Dentro de las dificultades, Nicole menciona el abastecimiento. Esto no ha sido fácil porque trabaja con productos certificados, y “no puedo ir a comprar cualquier cosa al supermercado”. Menciona entonces a su ‘partner logístico’: su hermano mellizo que vive en Santiago, quien le despacha productos. Así, le salen más baratos, lo que le ayuda porque “no quiero que por ser un lugar sin gluten te salga un ojo de la cara”, puntualiza. Esto a veces ha sido fuente de estrés, momentos en los cuales Rafaela, su polola, es un pilar y un apoyo para ella. 

Cuando le preguntamos cuáles son los productos estrella de la cafetería, no lo duda mucho: “lo que más piden son unas bolitas, a las que yo les digo “dosis”, porque literalmente la gente se vuelve como adicta” dice jocosa. Al escuchar los ingredientes de “dosis”, la boca se hace agua: son de avena rolada, manjar, maní, y están bañadas en chocolate.

Los planes

En su espíritu visionario, Nicole ya piensa en el futuro. Por lo pronto, comenzará a abastecer a la V región, lo cual implicará un desafío en su forma de trabajo al no conocer directamente al cliente. También pretende abastecer a cafeterías en otras localidades del litoral, aunque primero “quiero preocuparme de que esto funcione para luego poder crecer”. 

Con un fuerte foco en la comunidad y en las personas, le gustaría armar un emporio en conjunto con otros locatarios. “La idea es comprar a granel”, puntualiza. Además, a partir de marzo comenzará a ofrecer talleres que sean accesibles a las personas. Y, entre sus muchas ideas, también le gustaría armar una feria gastronómica, porque “hay mucho talento acá”.

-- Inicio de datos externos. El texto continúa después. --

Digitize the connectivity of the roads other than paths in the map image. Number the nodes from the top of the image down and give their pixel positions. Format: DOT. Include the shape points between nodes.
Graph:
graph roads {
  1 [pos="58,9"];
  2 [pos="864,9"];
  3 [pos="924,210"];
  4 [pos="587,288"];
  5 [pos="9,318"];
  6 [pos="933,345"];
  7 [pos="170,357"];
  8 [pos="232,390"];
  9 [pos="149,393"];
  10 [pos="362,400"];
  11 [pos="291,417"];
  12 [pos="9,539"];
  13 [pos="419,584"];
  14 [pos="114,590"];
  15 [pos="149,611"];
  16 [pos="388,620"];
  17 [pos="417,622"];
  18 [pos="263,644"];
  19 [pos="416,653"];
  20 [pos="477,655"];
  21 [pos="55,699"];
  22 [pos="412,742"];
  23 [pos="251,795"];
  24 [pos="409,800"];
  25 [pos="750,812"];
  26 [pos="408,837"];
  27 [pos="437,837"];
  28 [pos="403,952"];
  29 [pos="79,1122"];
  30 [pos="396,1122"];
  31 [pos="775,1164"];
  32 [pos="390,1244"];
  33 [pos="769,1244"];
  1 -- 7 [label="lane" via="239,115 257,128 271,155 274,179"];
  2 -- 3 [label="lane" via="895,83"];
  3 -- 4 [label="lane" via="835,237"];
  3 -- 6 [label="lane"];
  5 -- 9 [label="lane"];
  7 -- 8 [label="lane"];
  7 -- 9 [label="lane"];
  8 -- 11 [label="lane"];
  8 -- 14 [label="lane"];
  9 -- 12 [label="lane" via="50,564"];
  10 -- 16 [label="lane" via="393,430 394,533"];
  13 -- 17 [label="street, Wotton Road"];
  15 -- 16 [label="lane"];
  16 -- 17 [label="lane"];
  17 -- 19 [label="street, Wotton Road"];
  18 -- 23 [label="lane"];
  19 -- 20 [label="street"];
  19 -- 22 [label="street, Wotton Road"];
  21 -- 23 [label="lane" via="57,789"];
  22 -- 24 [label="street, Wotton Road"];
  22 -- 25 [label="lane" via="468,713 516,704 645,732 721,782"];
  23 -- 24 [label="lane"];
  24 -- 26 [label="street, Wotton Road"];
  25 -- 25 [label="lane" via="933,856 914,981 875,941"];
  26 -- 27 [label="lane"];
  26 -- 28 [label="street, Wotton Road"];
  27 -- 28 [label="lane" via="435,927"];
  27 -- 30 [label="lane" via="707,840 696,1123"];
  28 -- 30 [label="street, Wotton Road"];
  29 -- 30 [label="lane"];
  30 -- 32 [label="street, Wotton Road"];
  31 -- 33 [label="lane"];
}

La cocina que no reúne no tiene sentido

Algo que nos ha dejado claro esta chef power es que siente una enorme pasión y compromiso por todo lo que hace, vertiéndose en ello. “Nos educaron en este país diciendo que no se habla ni de política ni de religión en la mesa” dice irónicamente, “pero hay que hablar de todo, toparse con opiniones muy distintas: es la única forma de enriquecerse”.

“No hay nada mejor que sentarse, tomar un café, y arreglar el mundo entero”, transmite enfática. “La cocina tiene que lograr eso. Si vas a hacer que la gente solo tome una foto y no haya conversación de por medio, eso no tiene ningún sentido”.

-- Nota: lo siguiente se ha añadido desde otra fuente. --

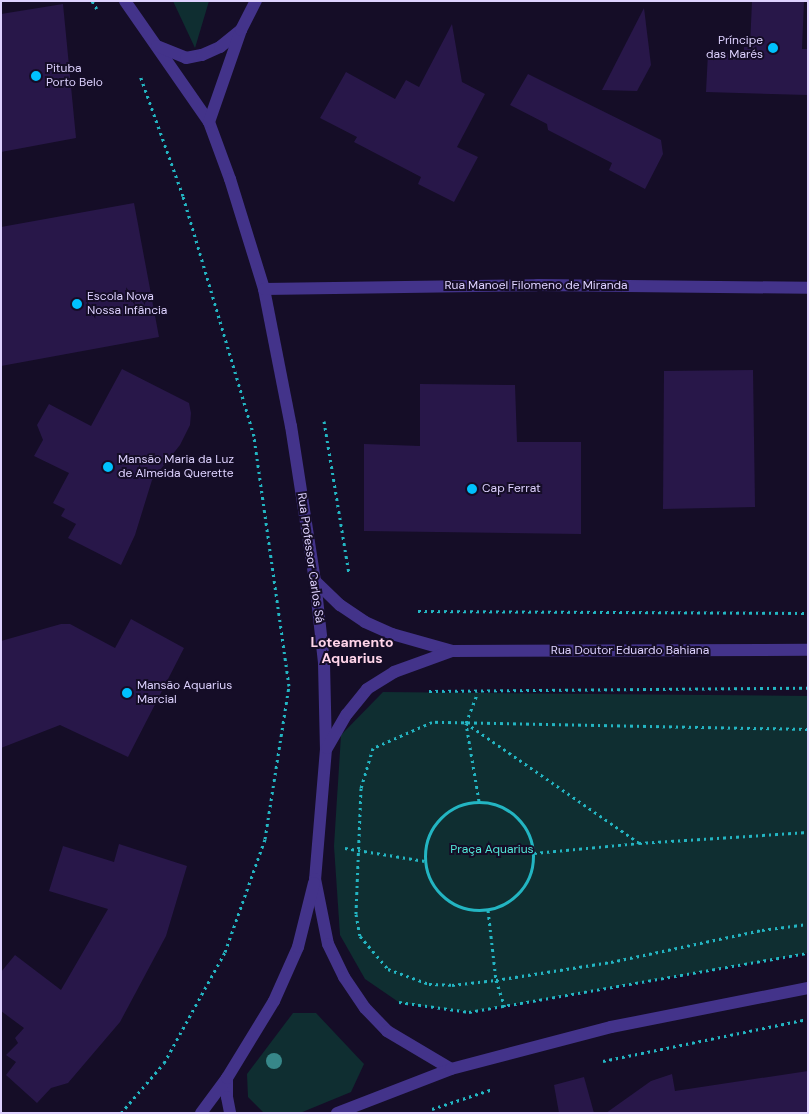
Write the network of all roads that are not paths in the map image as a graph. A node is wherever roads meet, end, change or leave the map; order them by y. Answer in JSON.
{"nodes":[{"id":1,"x":125,"y":1,"type":"edge"},
{"id":2,"x":256,"y":1,"type":"edge"},
{"id":3,"x":241,"y":30,"type":"junction"},
{"id":4,"x":156,"y":46,"type":"junction"},
{"id":5,"x":209,"y":122,"type":"junction"},
{"id":6,"x":808,"y":288,"type":"edge"},
{"id":7,"x":264,"y":289,"type":"junction"},
{"id":8,"x":315,"y":581,"type":"junction"},
{"id":9,"x":808,"y":650,"type":"edge"},
{"id":10,"x":452,"y":651,"type":"junction"},
{"id":11,"x":326,"y":749,"type":"junction"},
{"id":12,"x":315,"y":879,"type":"junction"},
{"id":13,"x":808,"y":988,"type":"edge"},
{"id":14,"x":451,"y":1069,"type":"junction"},
{"id":15,"x":227,"y":1078,"type":"junction"},
{"id":16,"x":201,"y":1113,"type":"edge"},
{"id":17,"x":230,"y":1113,"type":"edge"},
{"id":18,"x":336,"y":1113,"type":"edge"}],
"edges":[{"from":1,"to":4,"type":"street","name":"Rua Professor Carlos Sá"},
{"from":2,"to":3,"type":"street"},
{"from":3,"to":4,"type":"street"},
{"from":3,"to":5,"type":"street"},
{"from":4,"to":5,"type":"street","name":"Rua Professor Carlos Sá"},
{"from":5,"to":7,"type":"street","name":"Rua Professor Carlos Sá"},
{"from":6,"to":7,"type":"street","name":"Rua Manoel Filomeno de Miranda"},
{"from":7,"to":8,"type":"street","name":"Rua Professor Carlos Sá"},
{"from":8,"to":10,"type":"street","name":"Rua Doutor Eduardo Bahiana"},
{"from":8,"to":11,"type":"street","name":"Rua Professor Carlos Sá"},
{"from":9,"to":10,"type":"street","name":"Rua Doutor Eduardo Bahiana"},
{"from":10,"to":11,"type":"street","name":"Rua Doutor Eduardo Bahiana"},
{"from":11,"to":12,"type":"street","name":"Rua Professor Carlos Sá"},
{"from":12,"to":14,"type":"street","name":"Rua Professor Carlos Sá"},
{"from":12,"to":15,"type":"street"},
{"from":13,"to":14,"type":"street"},
{"from":14,"to":18,"type":"street"},
{"from":15,"to":16,"type":"street"},
{"from":15,"to":17,"type":"street"}]}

De esta forma, terminamos nuestra entrevista con Nicole, quien deja abiertas las puertas para que volvamos a sentarnos sin cámaras, grabaciones ni computador, sino a compartir una buena conversación con ella. Además, deberemos volver para probar el pie de limón que, recién salido del horno, nos dejó con las ganas de ser disfrutado.